Setelah menunggu sekitar 20 menit hingga Bus DAMRI agak penuh akhirnya bus berangkat juga. Di dalam bus, iseng-iseng buka diktat mata kuliah sensor dan instrumentasi yang isinya tentang pelajaran fisika khususnya bab tentang listrik. Curi-curi waktu belajar sih, soalnya hari rabunya juga UTS mata kuliah tersebut. Lumayanlah kalau perjalanan dari kampung jatinangor ke kota bandung yang membutuhkan waktu perjalanan kurang lebih 1,5 jam bisa dimanfaatin buat persiapan UTS.
Dan ternyata, setelah membaca kurang lebih 15 halaman dan kira-kira baru setengah perjalanan jatinangor-bandung kantuk melanda. Maklum, fisika adalah obat pembuat kantuk yang cukup mujarab disaat mendung begini dan dinginnya udara bandung. Mau tidak mau menutup buku dan mencoba menikmati tidur di dalam bus Damri.
Hal yang paling konyol ketika bangun-bangun, bus dalam keadaan kosong melompong. Gimana coba perasaannya ketika bangun-bangun Cuma tinggal sendirian. Untuk nggak di kuburan. Kursi lain tinggallah berisi udara pagi itu. Aku langsung bangun dan semoga busnya engga berjalan. Aku langsung berdiri dan menuju kursi supir DAMRI. Aku hanya bisa bilang, Pak maaf tadi ketiduran. Ku sodorkan uangku ke pak supir dengan mata yang masih berkedip-kedip mencoba untuk membuka selebar-lebarnya. Payah nih orang, hehe. Untung busnya lagi ngetem, kalau sudah jalan, pasti aku sudah kembali ke jatinangor lagi dan berjam-jam hanya dibuang untuk naik bus. Aku bertanya-tanya, kok ga ada yang ngebangunin ya? Huhuhu. Beruntungnya Allah masih membangunkanku. Kalau tidak ya kayak gitu deh.

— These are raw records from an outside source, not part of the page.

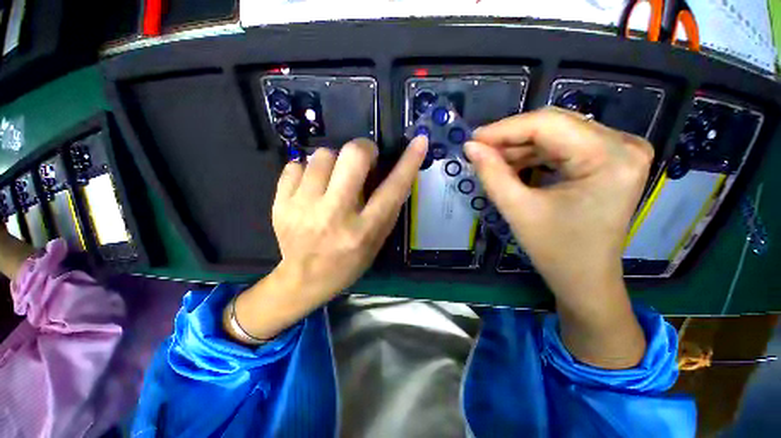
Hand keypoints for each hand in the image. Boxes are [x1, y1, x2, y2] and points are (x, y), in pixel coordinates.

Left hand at [228, 137, 427, 341]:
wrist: (304, 279)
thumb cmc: (348, 261)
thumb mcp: (377, 240)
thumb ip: (387, 208)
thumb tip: (395, 171)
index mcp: (364, 230)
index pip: (392, 189)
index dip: (409, 162)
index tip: (419, 141)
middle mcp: (335, 215)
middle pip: (352, 156)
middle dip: (363, 149)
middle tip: (363, 160)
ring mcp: (303, 207)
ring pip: (322, 155)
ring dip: (334, 161)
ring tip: (333, 179)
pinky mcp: (281, 204)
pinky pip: (295, 165)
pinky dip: (308, 171)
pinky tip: (312, 187)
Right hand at [465, 107, 651, 367]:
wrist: (587, 283)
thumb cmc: (557, 253)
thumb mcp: (520, 211)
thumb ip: (494, 174)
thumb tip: (471, 147)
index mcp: (610, 157)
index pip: (548, 124)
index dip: (504, 128)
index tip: (472, 138)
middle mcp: (622, 146)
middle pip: (552, 125)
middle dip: (508, 136)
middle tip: (476, 150)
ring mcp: (617, 152)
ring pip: (554, 134)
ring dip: (518, 146)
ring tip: (490, 161)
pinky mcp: (605, 161)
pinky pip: (559, 147)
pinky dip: (531, 155)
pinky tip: (513, 168)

Dan aku turun dari bus dalam keadaan mata masih mengantuk, belum kembali sepenuhnya nyawaku, hehe. Di luar, aku bertemu orang yang tadi duduk disampingku, betapa malunya aku. Tapi ya sudahlah, ini juga sudah takdir.

Pengabdiam masyarakat adik-adik SITH 2011



Langsung aja aku cabut ke yayasan Al Falah, disana ada SD, SMP, SMA, SMK (kalau engga salah). Disana sudah kumpul anak-anak SITH 2011. Ada yang bawa sekarung pasir untuk ngajarin cara vertikultur buat anak SMP dan SMA. Ada yang gabut juga, hehe. Trus di halaman sekolah ada sampah-sampah yang sengaja ditabur agar diambilin oleh anak-anak SD sebagai praktik memilah sampah. Saya sebagai apa ya disana, intinya Cuma disuruh ngawasin adik-adik 2011 yang di bagian vertikultur.  Terus disana juga ada banyak lomba yang dibuat pos-posan. Tapi yang aku tahu mah cuman lomba aplikasi vertikultur, lomba mengonsep vertikultur, lomba membuat lagu yang berisi untuk mengajak membuang sampah pada tempatnya. Dan ada juga lomba drama, dan yang ini nih pengen liat tapi ga kesampaian. Unyu-unyu banget deh ketika ngeliat anak SD, SMP dan SMA.